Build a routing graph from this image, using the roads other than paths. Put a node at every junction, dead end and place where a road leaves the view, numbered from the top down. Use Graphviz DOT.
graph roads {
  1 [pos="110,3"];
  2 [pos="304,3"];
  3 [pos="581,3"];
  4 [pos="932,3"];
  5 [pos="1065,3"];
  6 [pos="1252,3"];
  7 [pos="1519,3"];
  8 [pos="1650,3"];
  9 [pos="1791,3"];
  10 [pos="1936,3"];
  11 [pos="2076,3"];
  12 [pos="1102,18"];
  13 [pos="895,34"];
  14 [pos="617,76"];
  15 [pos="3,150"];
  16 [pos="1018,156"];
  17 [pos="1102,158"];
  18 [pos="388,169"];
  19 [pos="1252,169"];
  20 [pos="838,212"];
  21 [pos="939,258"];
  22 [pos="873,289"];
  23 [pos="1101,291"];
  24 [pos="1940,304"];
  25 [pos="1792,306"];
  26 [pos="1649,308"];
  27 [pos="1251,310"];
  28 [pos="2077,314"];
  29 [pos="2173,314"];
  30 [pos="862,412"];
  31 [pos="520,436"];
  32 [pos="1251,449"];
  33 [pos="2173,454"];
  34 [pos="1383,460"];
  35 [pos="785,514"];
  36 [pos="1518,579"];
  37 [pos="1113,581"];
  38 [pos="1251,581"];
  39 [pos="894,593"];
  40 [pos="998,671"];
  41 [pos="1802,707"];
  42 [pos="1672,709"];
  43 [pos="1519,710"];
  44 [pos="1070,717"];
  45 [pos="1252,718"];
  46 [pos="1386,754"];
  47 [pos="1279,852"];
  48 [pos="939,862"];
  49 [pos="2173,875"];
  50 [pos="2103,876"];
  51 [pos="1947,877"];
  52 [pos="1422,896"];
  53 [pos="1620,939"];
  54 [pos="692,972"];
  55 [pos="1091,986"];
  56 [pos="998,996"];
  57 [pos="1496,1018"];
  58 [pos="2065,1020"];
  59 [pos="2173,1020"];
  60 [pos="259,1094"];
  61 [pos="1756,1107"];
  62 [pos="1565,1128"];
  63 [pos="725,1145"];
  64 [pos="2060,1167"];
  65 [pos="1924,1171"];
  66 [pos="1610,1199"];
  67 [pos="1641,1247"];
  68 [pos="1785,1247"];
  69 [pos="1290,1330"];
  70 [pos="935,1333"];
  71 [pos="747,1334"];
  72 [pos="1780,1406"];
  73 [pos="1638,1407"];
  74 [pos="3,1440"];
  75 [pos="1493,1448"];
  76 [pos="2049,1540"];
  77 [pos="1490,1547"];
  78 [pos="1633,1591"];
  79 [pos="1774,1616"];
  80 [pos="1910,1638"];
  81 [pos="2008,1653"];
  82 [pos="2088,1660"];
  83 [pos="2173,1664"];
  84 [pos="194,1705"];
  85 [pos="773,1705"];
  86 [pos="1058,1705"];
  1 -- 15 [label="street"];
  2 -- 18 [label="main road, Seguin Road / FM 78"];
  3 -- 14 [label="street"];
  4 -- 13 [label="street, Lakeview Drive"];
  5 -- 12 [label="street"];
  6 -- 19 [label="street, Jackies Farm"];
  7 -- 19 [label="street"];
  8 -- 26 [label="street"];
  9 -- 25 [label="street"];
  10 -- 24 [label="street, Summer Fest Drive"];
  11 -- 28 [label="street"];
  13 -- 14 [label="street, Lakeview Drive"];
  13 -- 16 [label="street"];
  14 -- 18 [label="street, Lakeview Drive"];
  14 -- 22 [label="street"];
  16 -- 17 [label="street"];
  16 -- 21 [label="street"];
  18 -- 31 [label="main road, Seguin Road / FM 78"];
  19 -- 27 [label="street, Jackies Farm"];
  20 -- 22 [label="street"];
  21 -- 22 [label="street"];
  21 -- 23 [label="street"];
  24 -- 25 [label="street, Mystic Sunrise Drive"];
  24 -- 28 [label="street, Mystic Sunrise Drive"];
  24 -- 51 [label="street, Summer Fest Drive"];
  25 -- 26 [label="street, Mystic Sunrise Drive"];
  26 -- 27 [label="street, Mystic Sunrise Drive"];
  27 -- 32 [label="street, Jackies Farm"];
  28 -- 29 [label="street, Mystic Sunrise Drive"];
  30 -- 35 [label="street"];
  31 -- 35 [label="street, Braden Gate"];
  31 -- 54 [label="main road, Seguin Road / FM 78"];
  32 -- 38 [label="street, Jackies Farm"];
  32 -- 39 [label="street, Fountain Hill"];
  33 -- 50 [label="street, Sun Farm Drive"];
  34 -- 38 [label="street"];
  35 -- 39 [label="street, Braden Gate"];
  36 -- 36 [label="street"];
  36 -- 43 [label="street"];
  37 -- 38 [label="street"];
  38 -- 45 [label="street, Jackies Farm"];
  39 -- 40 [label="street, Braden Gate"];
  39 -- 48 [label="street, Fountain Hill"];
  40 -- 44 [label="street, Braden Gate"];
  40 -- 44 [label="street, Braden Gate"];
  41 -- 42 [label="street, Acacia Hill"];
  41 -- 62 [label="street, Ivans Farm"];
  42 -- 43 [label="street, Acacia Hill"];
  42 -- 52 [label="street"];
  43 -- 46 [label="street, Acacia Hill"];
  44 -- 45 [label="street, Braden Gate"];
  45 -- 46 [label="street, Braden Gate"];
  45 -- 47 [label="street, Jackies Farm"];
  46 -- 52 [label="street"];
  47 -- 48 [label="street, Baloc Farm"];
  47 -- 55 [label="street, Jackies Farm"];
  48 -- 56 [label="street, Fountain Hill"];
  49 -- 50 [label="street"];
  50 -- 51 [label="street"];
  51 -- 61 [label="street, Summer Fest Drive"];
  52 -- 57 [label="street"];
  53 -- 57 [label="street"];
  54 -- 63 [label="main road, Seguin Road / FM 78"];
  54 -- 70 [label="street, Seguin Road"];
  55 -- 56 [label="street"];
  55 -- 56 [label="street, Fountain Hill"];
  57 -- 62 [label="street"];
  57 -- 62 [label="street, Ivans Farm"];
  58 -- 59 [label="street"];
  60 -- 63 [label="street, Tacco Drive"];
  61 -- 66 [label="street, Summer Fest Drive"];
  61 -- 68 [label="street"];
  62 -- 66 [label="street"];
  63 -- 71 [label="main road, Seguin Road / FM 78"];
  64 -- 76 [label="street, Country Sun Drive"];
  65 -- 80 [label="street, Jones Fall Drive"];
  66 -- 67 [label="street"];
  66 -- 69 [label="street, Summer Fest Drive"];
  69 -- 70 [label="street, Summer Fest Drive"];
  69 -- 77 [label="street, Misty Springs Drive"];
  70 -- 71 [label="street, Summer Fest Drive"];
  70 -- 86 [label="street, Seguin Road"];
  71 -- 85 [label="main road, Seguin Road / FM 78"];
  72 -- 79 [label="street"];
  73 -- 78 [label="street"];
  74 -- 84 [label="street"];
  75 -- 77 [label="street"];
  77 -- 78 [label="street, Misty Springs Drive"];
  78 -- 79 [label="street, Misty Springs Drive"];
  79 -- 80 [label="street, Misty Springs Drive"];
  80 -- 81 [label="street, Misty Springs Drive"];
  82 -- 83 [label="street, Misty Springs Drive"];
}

□ □ □

In the records above, find each line with the string "Lakeview" and list it.

• _Exercise answer_
  4 -- 13 [label="street, Lakeview Drive"];
  13 -- 14 [label="street, Lakeview Drive"];
  14 -- 18 [label="street, Lakeview Drive"];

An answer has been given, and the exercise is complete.